Pour les fabricants, la réduction des doses de cuivre est un enjeu considérable : ce métal est toxique pour la flore microbienne du sol et pour les milieux aquatiques. Le but est de proposer des spécialités aussi efficaces que les anciennes, homologuées entre 3 000 et 5 000 g de Cu/ha. Depuis 1999, des hydroxydes sont homologués à 1 500 g de cuivre métal/ha.
Aujourd'hui, c'est toujours un produit de cette famille qui apporte la dose la plus faible à l'ha : l'Héliocuivre, homologué depuis décembre 2002 à 1 200 g de Cu/ha. Il a fallu attendre la campagne 2003 pour voir apparaître une bouillie bordelaise à 1 500 g/ha, la BB RSR Disperss de Cerexagri.
L'efficacité des spécialités dépend de la disponibilité de l'ion cuivrique, de leur pouvoir couvrant et de leur résistance au lessivage. Ces caractéristiques proviennent de la nature du sel de cuivre, de la finesse des particules et de la formulation. ' Le sel de cuivre doit être rapidement solubilisé pour libérer les ions cuivriques, mais pas trop pour conserver sa résistance au lessivage et demeurer persistant , explique Bernard Tombu chez Nufarm. En diminuant la taille des particules, on facilite la libération du Cu++, on augmente le pouvoir couvrant et on diminue la sensibilité du sel au lessivage. ' Pour cela, les fabricants améliorent les procédés industriels.

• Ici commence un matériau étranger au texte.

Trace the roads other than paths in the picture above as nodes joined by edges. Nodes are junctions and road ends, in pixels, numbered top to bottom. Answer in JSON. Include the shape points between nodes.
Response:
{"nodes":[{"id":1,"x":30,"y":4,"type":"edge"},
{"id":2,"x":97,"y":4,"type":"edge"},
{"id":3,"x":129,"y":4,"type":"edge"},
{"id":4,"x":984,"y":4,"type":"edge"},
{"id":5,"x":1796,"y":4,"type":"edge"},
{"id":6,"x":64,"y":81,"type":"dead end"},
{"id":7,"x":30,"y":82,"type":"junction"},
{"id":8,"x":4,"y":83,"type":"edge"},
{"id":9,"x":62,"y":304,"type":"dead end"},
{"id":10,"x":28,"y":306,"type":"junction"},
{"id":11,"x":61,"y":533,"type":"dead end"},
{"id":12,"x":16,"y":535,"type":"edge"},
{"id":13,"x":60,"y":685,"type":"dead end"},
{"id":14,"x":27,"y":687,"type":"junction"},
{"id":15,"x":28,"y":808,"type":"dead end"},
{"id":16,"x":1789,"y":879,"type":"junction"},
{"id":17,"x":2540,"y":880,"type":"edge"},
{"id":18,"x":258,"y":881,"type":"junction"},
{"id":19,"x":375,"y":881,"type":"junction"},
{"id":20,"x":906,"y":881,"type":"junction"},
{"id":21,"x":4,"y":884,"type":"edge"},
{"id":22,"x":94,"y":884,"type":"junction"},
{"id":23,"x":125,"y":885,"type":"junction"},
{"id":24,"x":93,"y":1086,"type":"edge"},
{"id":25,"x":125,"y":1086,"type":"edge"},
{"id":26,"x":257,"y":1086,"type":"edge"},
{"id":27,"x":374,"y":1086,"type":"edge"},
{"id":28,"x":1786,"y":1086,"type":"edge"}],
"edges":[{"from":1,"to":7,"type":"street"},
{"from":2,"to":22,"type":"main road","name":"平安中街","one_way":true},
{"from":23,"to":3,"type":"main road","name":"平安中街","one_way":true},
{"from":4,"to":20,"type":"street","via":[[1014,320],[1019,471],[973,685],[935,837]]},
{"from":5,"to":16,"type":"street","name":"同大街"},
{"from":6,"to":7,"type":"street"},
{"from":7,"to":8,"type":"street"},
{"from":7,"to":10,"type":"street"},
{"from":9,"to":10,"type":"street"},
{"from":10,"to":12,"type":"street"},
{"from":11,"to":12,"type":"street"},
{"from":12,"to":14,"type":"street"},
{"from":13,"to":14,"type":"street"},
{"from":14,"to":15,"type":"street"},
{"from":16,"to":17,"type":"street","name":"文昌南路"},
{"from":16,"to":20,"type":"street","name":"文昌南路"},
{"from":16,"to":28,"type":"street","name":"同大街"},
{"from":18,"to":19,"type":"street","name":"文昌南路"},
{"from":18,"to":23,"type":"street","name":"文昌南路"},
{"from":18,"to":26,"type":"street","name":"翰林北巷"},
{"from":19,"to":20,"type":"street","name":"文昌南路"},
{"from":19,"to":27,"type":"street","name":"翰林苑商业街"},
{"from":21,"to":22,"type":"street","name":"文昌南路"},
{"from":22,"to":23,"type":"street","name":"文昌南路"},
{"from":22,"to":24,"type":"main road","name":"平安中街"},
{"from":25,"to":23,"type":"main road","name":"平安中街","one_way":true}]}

La BB RSR Disperss, homologuée à 1 500 g de cuivre métal/ha, est composée de brochantite micronisée en particules de 2 µm en moyenne, enrobées d'adjuvants. Le cuivre est disponible plus rapidement que dans une bouillie classique, mais comme il est sous forme peu soluble, il est libéré progressivement et mieux réparti sur la feuille. Les particules d'hydroxydes de cuivre sont encore plus petites. Ce sont des aiguilles ou écailles de 0,2 à 0,8 µm, elles aussi enrobées d'adjuvants. Tout en maintenant l'efficacité de ces produits, elles améliorent leur sélectivité.
Des innovations sont à venir. S'agissant des hydroxydes de cuivre, DuPont De Nemours attend, pour 2006, l'homologation de son Kocide Opti à 750 g de Cu/ha. Nufarm annonce une demande d'homologation pour une dose inférieure à 4,30 l/ha de Champ Flo, qui apporterait 720 à 1 080 g Cu/ha. La firme attend l'homologation de son Cuproxat, un nouveau sel de cuivre à 1 140 g de Cu/ha. Les oxydes cuivreux devraient prochainement passer sous la barre des 1 500 g de Cu/ha. Capiscol a fait une demande d'homologation en réduction de dose pour son Nordox 50. Certis devrait déposer un dossier pour une nouvelle formulation du Nordox 75.